# The Engine Shed.



## SirSimon007 (Nov 26, 2014)

I have made various types of buildings for my garden railway. I would make a wooden frame structure and the add a coating of Stucco liquid cement to ensure the building would stand up to the outside elements. One 
tried concrete miniature blocks, but I could not find the right material to get the detail I needed being the brickwork. It was until I came across an article where the author published a YouTube video which showed how to make miniature walls for ‘O’ gauge railway out of foam. Researching I came across a product called Foamular (fig 1).I purchased a 24 x 24 x 1 Inch board which cost me approx. $5.00 and then it started.








Using a very sharp modeling knife I proceeded to cut out the shapes I need from the foam.
I then took a small wire brush, actually it is a sued shoe cleaner I found in the shoe cleaning box (don’t tell the wife!) and then brushed over the styrene to get a rough texture look which you get with bricks.

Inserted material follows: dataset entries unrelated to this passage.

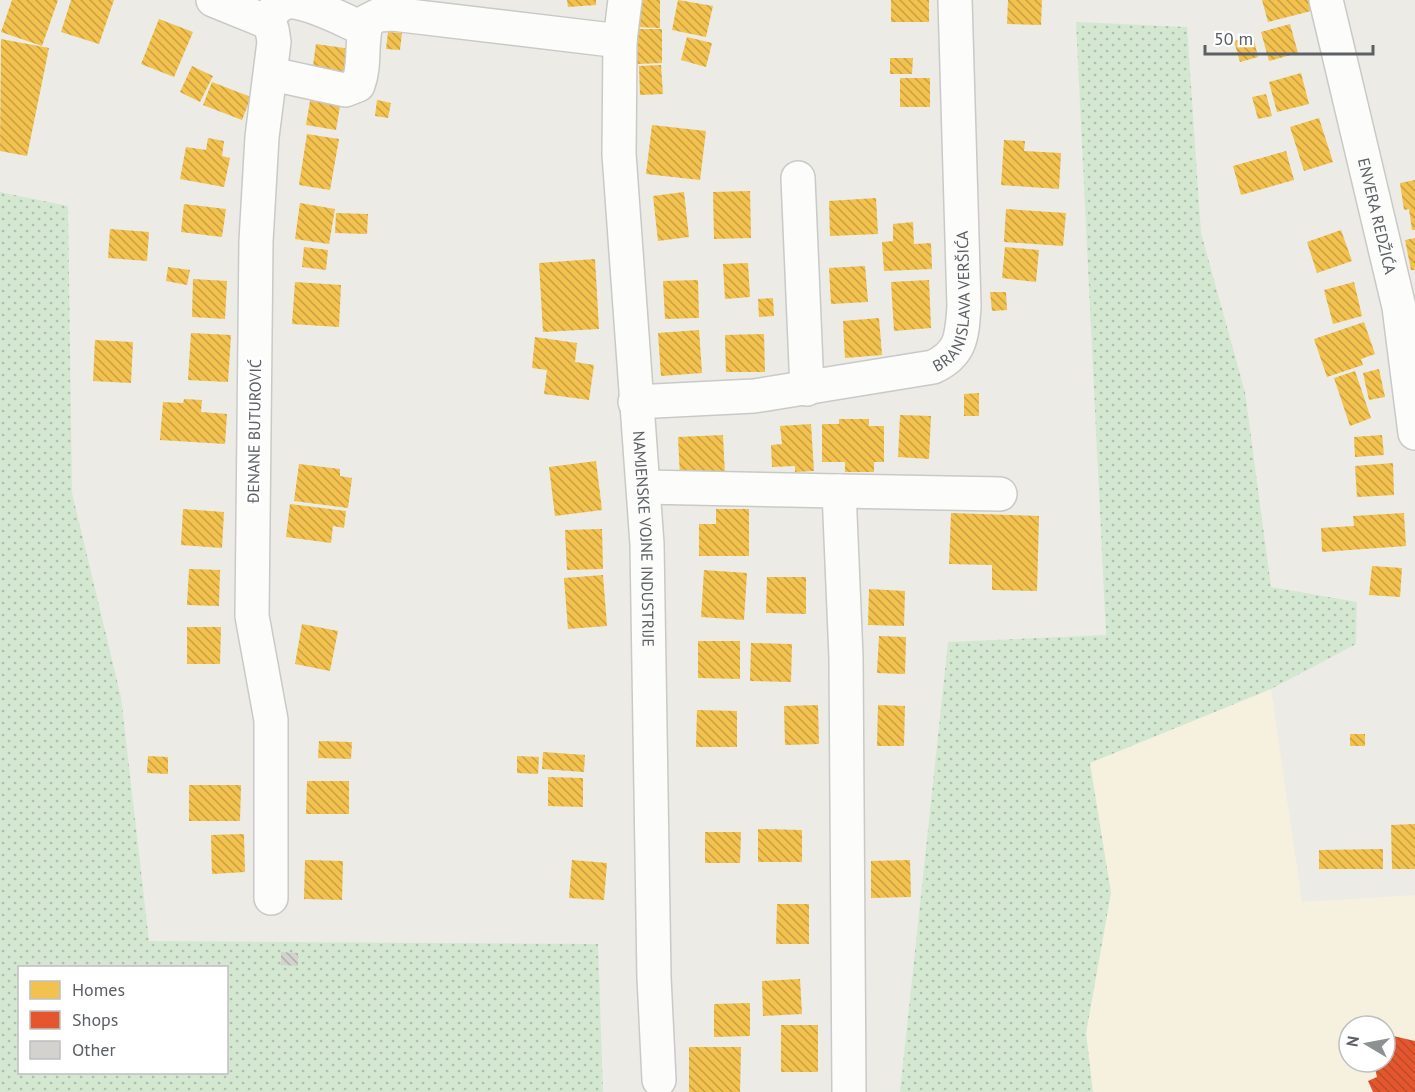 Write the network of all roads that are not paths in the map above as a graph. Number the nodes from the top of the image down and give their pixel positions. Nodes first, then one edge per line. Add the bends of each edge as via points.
1 (213, 0) edge
2 (625, 0) edge
3 (955, 0) edge
4 (1326, 0) edge
5 (265, 21) junction
6 (364, 29) junction
7 (620, 41) junction
8 (272, 74) junction
9 (798, 178) dead end
10 (807, 389) junction
11 (635, 402) junction
12 (1415, 434) edge
13 (644, 487) junction
14 (839, 491) junction
15 (1000, 494) dead end
16 (271, 898) dead end
17 (659, 1080) dead end
18 (849, 1091) edge

1 - 5 street
2 - 7 street, NAMJENSKE VOJNE INDUSTRIJE
3 - 10 street, BRANISLAVA VERŠIĆA via 962,336 949,360 933,367
4 - 12 street, ENVERA REDŽIĆA via 1399,307
5 - 6 street via 285,2 302,2
5 - 8 street, ĐENANE BUTUROVIĆ via 272,29 274,42
6 - 7 street via 367,21 393,14
6 - 8 street via 358,85 345,90
7 - 11 street, NAMJENSKE VOJNE INDUSTRIJE via 619,154
8 - 16 street, ĐENANE BUTUROVIĆ via 262,137 256,241 252,616 271,720
9 - 10 street
10 - 11 street, BRANISLAVA VERŠIĆA
11 - 13 street, NAMJENSKE VOJNE INDUSTRIJE
13 - 14 street
13 - 17 street, NAMJENSKE VOJNE INDUSTRIJE
14 - 15 street
14 - 18 street via 846,657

I took my soldering iron and a small piece of strip wood and made straight lines in the styrene the width of the wood, horizontally first. Next I would then mark each line vertically with a gap between each line as you can see the brickwork is starting to form.








Next I coat the bricks with a grey colour, this represents the mortar between the 
brickwork.









When the pain has dried, I then gave a coat of ‘brick red’ paint, but here I used a sponge brush and lightly pained over the bricks, because of the groves the soldering iron made, the sponge brush does then not paint inside the groves and you can then see the mortar between the bricks .

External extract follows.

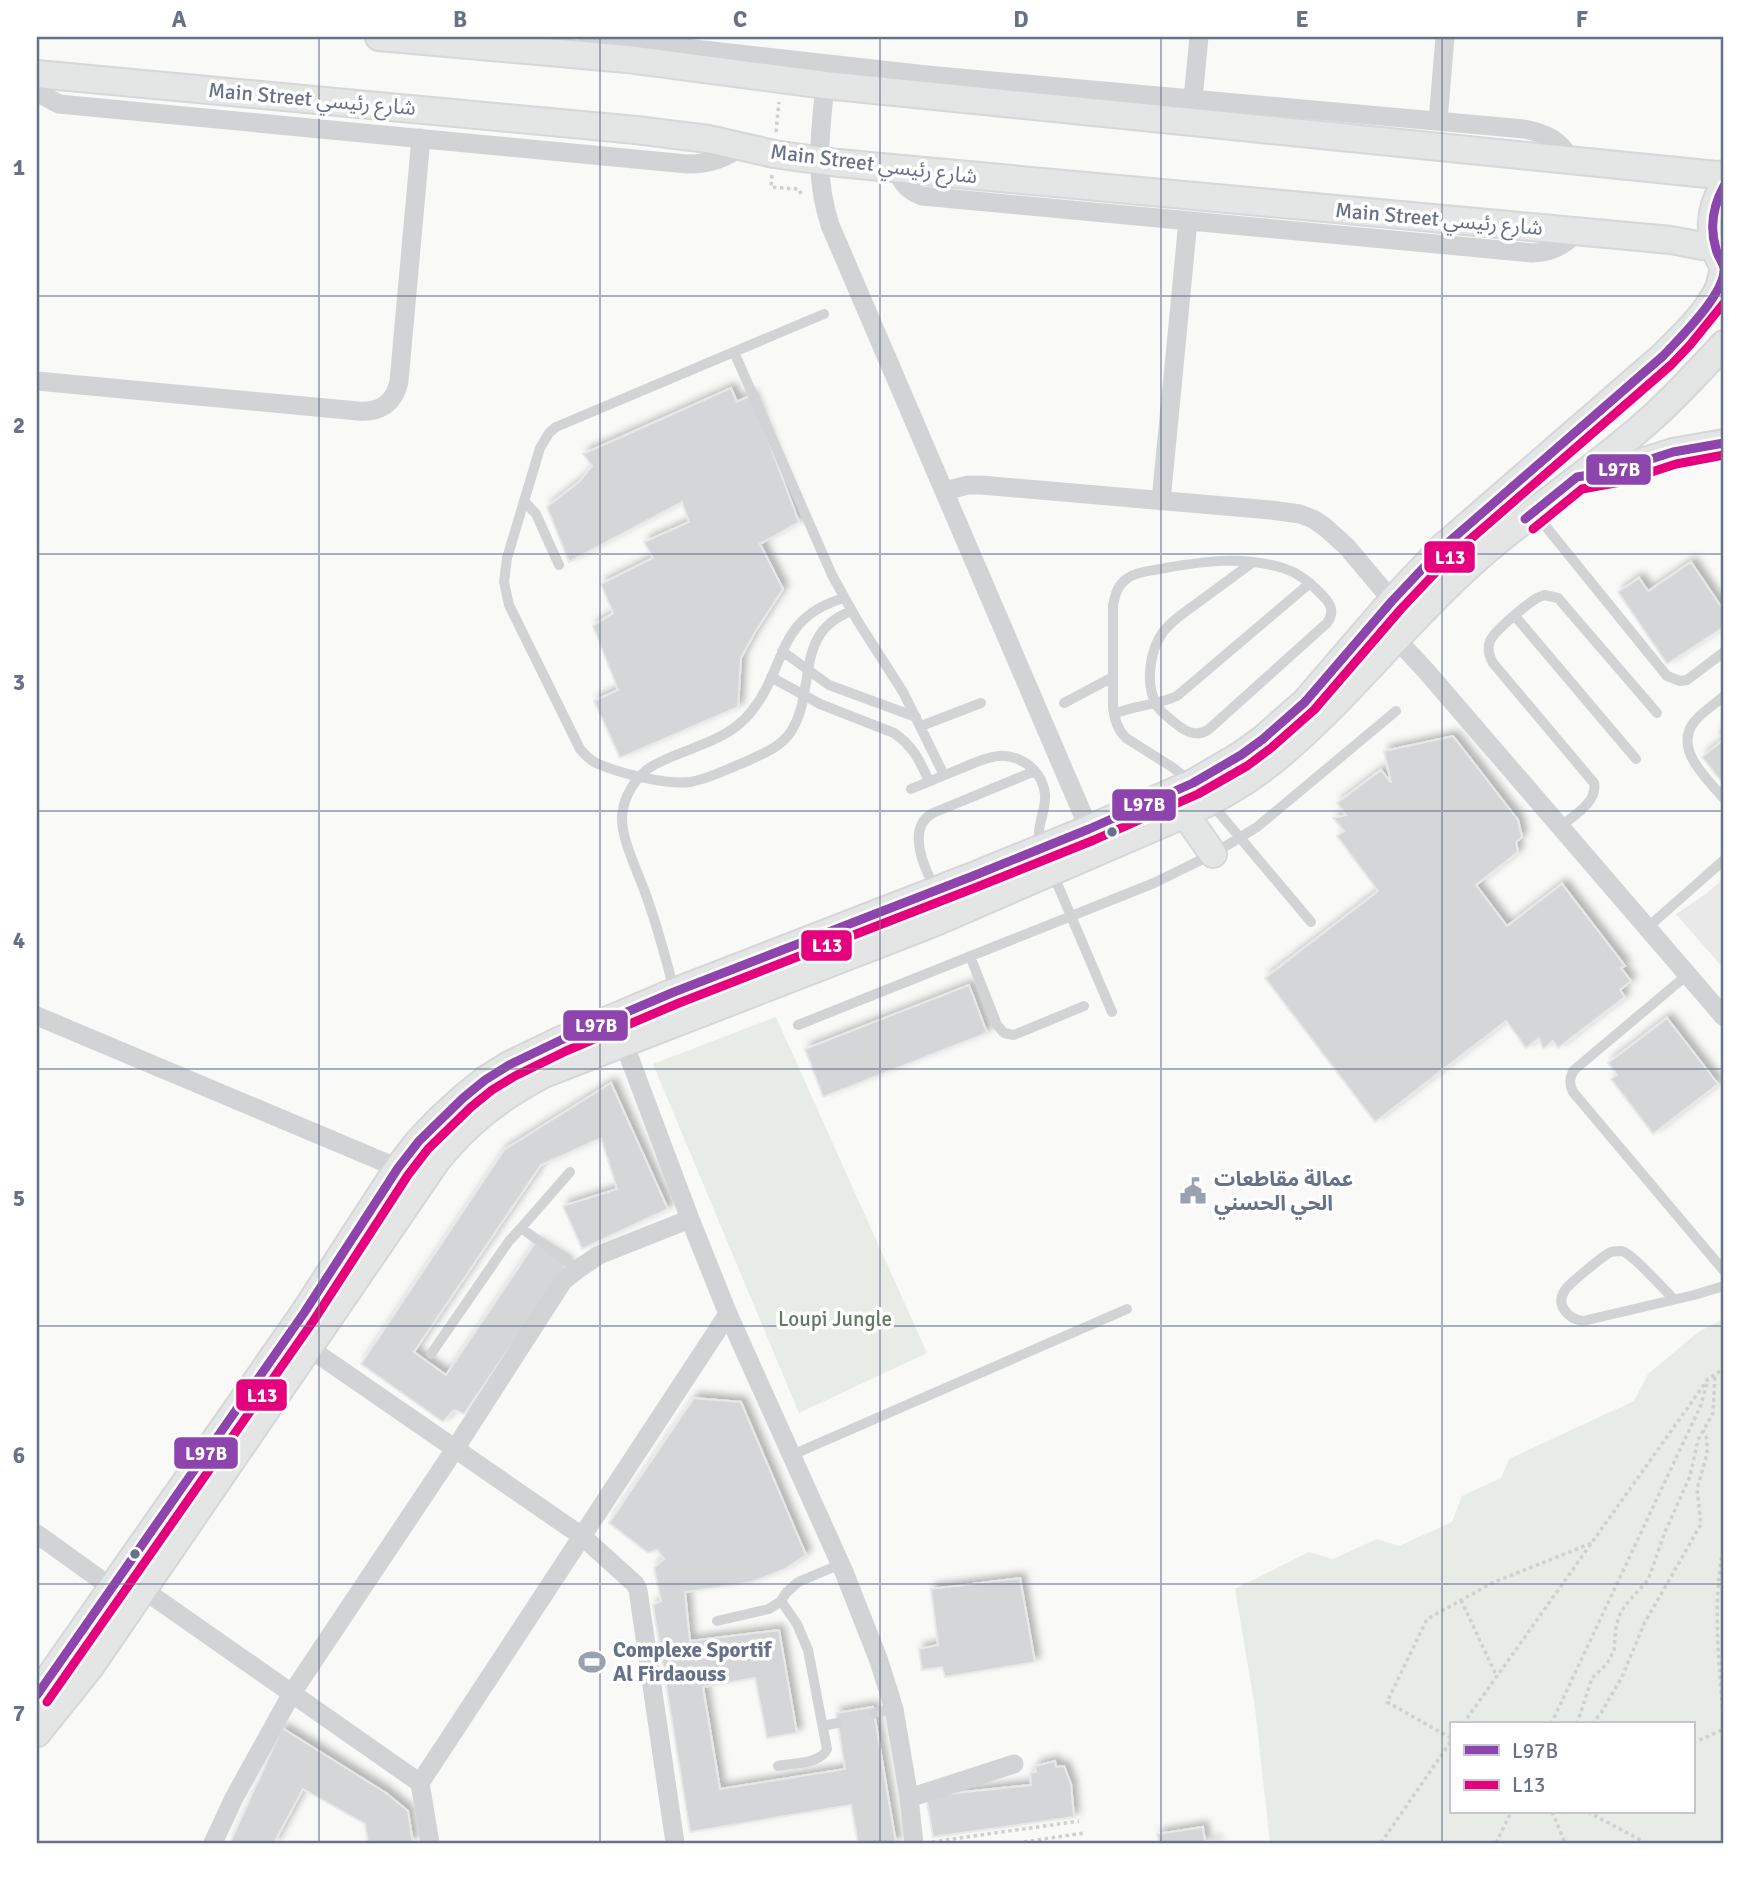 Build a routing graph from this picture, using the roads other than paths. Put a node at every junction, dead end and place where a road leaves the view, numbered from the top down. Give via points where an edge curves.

Completed wall ready for assembly.










I produced three other walls the same way. The good thing with working with the styrene is that if you want to have window frames, doors or anything attached to the brickwork like outside lights, they simply can be inserted in to the styrene with a touch of glue to give extra support.










For the roof, I manage to use these small wooden chips found from my local hobby store and glues them on to the wooden strip one by one. 

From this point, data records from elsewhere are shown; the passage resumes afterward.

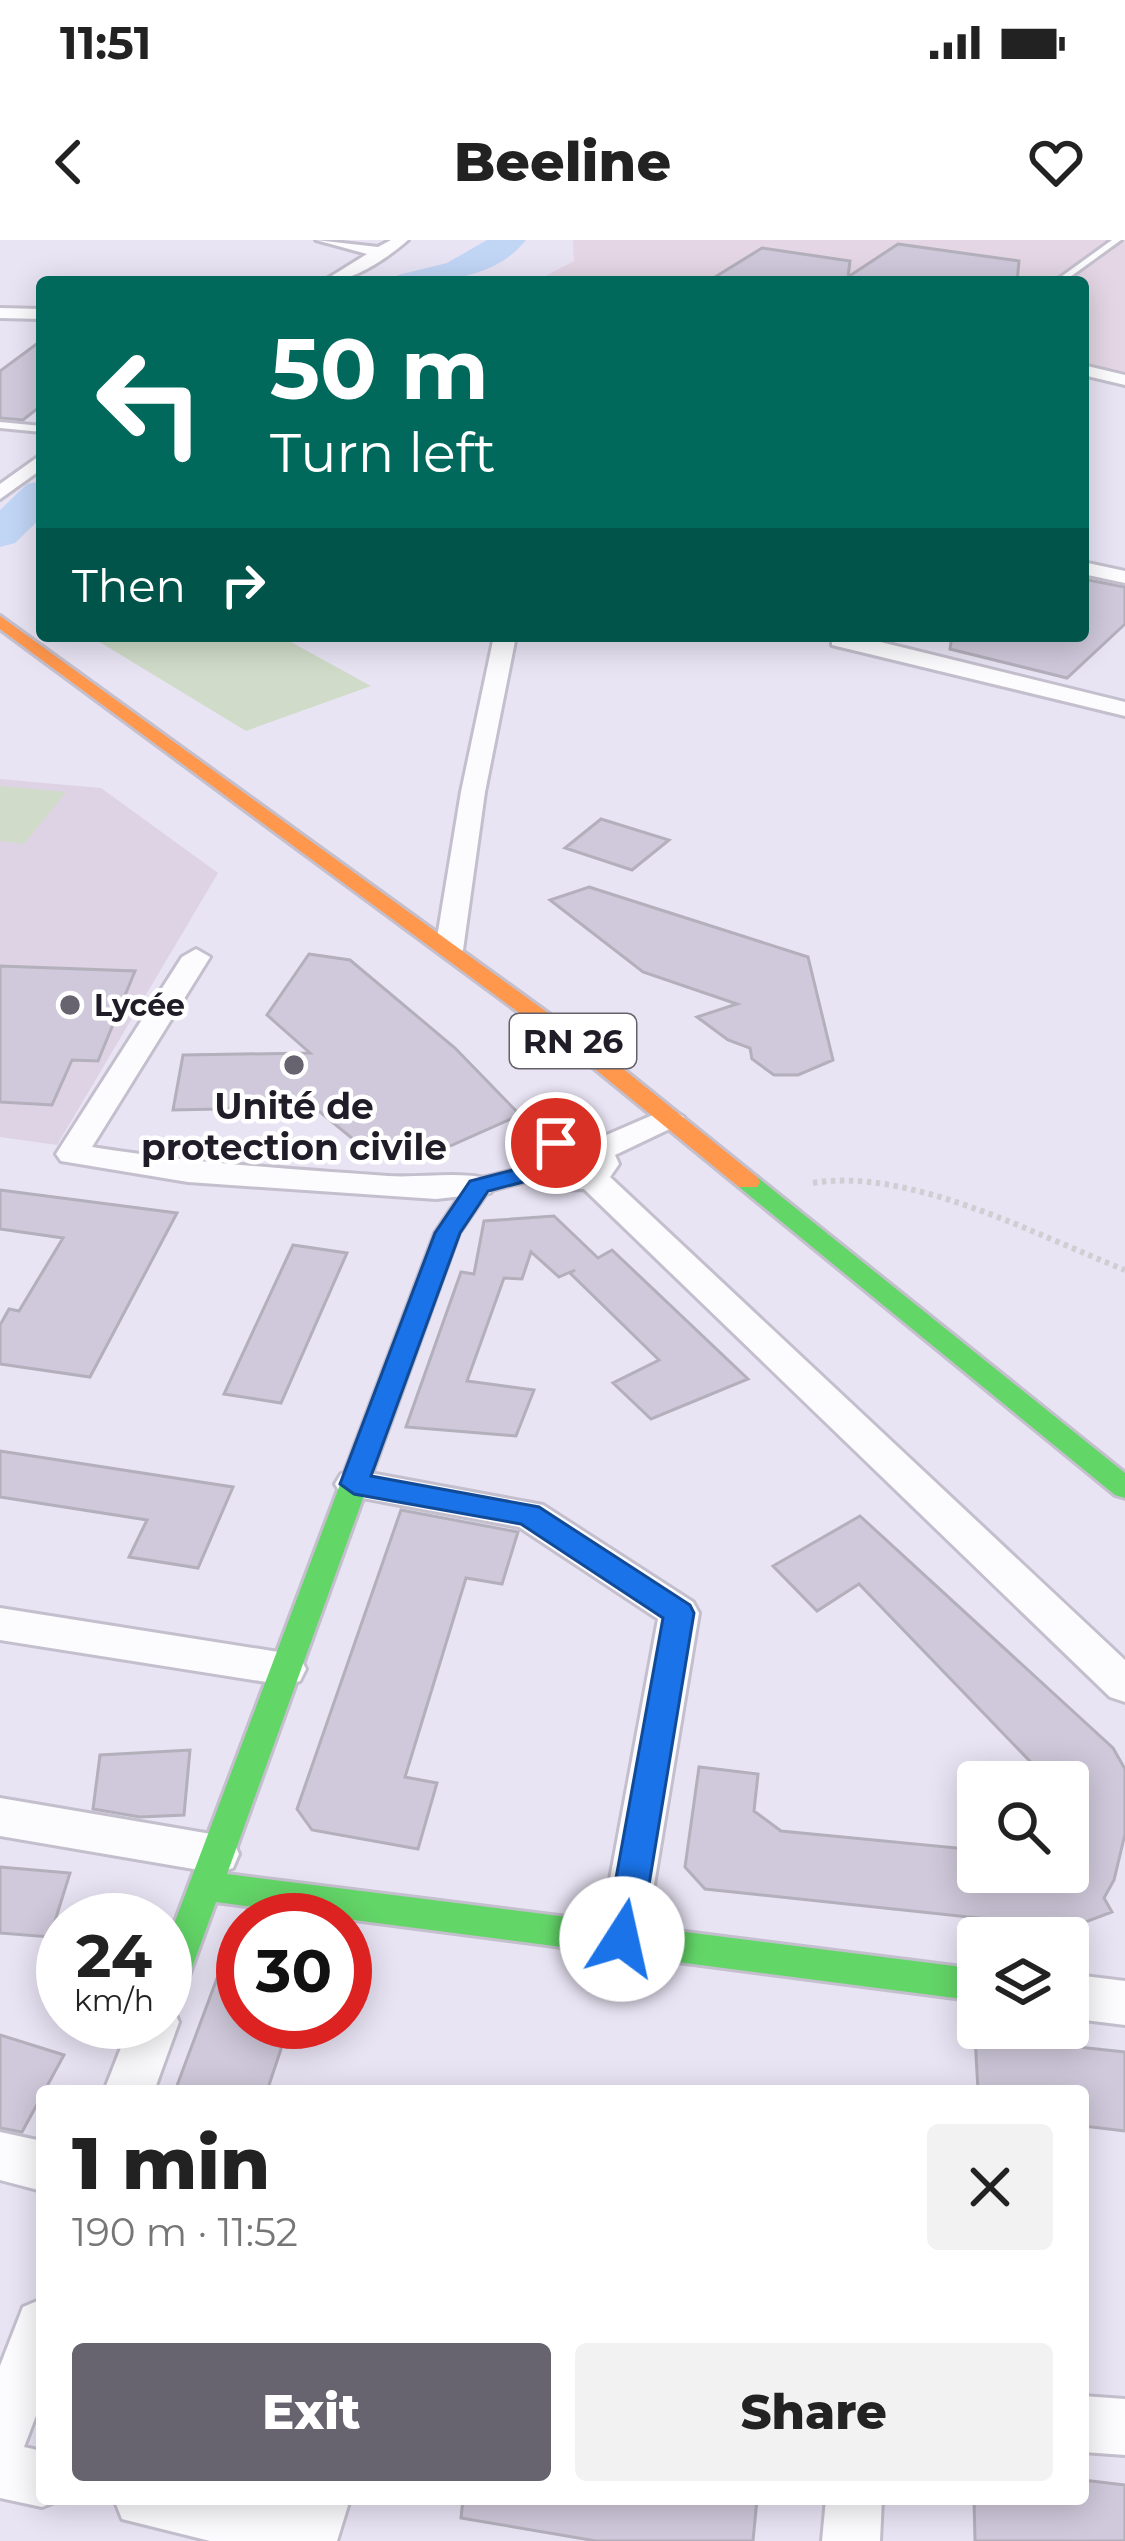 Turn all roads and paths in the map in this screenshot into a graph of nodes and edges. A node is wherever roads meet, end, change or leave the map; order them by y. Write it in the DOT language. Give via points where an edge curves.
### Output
graph roads {
  1 [pos="323,240"];
  2 [pos="400,240"];
  3 [pos="1118,240"];
  4 [pos="386,253"];
  5 [pos="342,276"];
  6 [pos="1067,276"];
  7 [pos="0,313"];
  8 [pos="36,314"];
  9 [pos="1089,371"];
  10 [pos="1125,380"];
  11 [pos="0,425"];
  12 [pos="36,428"];
  13 [pos="36,465"];
  14 [pos="0,493"];
  15 [pos="1089,569"];
  16 [pos="1125,577"];
  17 [pos="0,621"];
  18 [pos="504,642"];
  19 [pos="848,642"];
  20 [pos="1125,710"];
  21 [pos="449,950"];
  22 [pos="196,957"];
  23 [pos="669,1117"];
  24 [pos="595,1164"];
  25 [pos="538,1171"];
  26 [pos="479,1186"];
  27 [pos="774,1201"];
  28 [pos="1125,1270"];
  29 [pos="354,1484"];
  30 [pos="1125,1488"];
  31 [pos="0,1624"];
  32 [pos="285,1669"];
  33 [pos="1125,1685"];
  34 [pos="0,1816"];
  35 [pos="211,1870"];
  36 [pos="192,1922"];
  37 [pos="622,1939"];
  38 [pos="957,1981"];
  39 [pos="1089,1999"];
  40 [pos="1125,2003"];
  41 [pos="145,2049"];
  42 [pos="131,2085"];
  43 [pos="0,2156"];
  44 [pos="36,2165"];
  45 [pos="36,2342"];
  46 [pos="1089,2424"];
  47 [pos="1125,2427"];
  48 [pos="0,2439"];
  49 [pos="0,2470"];
  50 [pos="36,2478"];
  51 [pos="172,2505"];
  52 [pos="320,2505"];
  53 [pos="854,2505"];
  54 [pos="851,2541"];
  1 -- 4 [label="street"];
  2 -- 4 [label="street"];
  3 -- 6 [label="lane"];
  4 -- 5 [label="street"];
  7 -- 8 [label="street"];
  9 -- 10 [label="street"];
  11 -- 12 [label="lane"];
  13 -- 14 [label="street"];
  15 -- 16 [label="street"];
  17 -- 21 [label="main road, RN 26"];
  18 -- 21 [label="street"];
  19 -- 20 [label="street"];
  21 -- 23 [label="main road, RN 26"];
  22 -- 26 [label="street" via="72,1154 210,1173"];
  23 -- 24 [label="street"];
  23 -- 27 [label="main road, RN 26"];
  24 -- 25 [label="street" via="579,1142 556,1143 536,1158"];
  24 -- 33 [label="street"];
  25 -- 26 [label="main road"];
  26 -- 29 [label="main road" via="447,1233"];
  27 -- 28 [label="path" via="827,1176 911,1189"];
  27 -- 30 [label="main road, RN 26"];
  29 -- 32 [label="main road"];
  29 -- 37 [label="street" via="529,1515 679,1613"];
  31 -- 32 [label="street"];
  32 -- 35 [label="main road"];
  34 -- 35 [label="street"];
  35 -- 36 [label="main road"];
  35 -- 37 [label="main road"];
  37 -- 38 [label="main road"];
  39 -- 40 [label="street"];
  41 -- 42 [label="street"];
  43 -- 44 [label="street"];
  45 -- 48 [label="street"];
  46 -- 47 [label="street"];
  49 -- 50 [label="street"];
  51 -- 52 [label="street" via="312,2533"];
  53 -- 54 [label="street"];
}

The Engine shed is now complete.










Not bad for my first attempt.


----------



## ewarhol (Mar 3, 2014)

And now your engine has a nice cozy home


----------



## denray (Jan 5, 2008)

looking Good


----------



## MikeMcL (Apr 25, 2013)

Nice job. I posted a similar how to video for tunnel portals.


----------



## placitassteam (Jan 2, 2008)

Simon, Nice job on the engine house! Mike, Thanks for the tutorial.


----------



## camper415 (Jan 18, 2013)

what type of paint do you use and what glue ?That looks really good.


----------



## cape cod Todd (Jan 3, 2008)

That is one nice looking sturdy looking engine house SirSimon.
Insulating foam is a neat product for modelling. last year I was faced with making an arched bridge for 2 tracks to pass over and thought about doing it in concrete onsite then after a bit of research I decided to use foam. I used a technique similar to the video Mike posted and I am very pleased with the results. I bought a 4x8 panel and cut several pieces out so I could laminate them together to create the thickness I needed. 
I painted it with many coats. The one problem with foam is ants like to get into it. 
Happy RRing


----------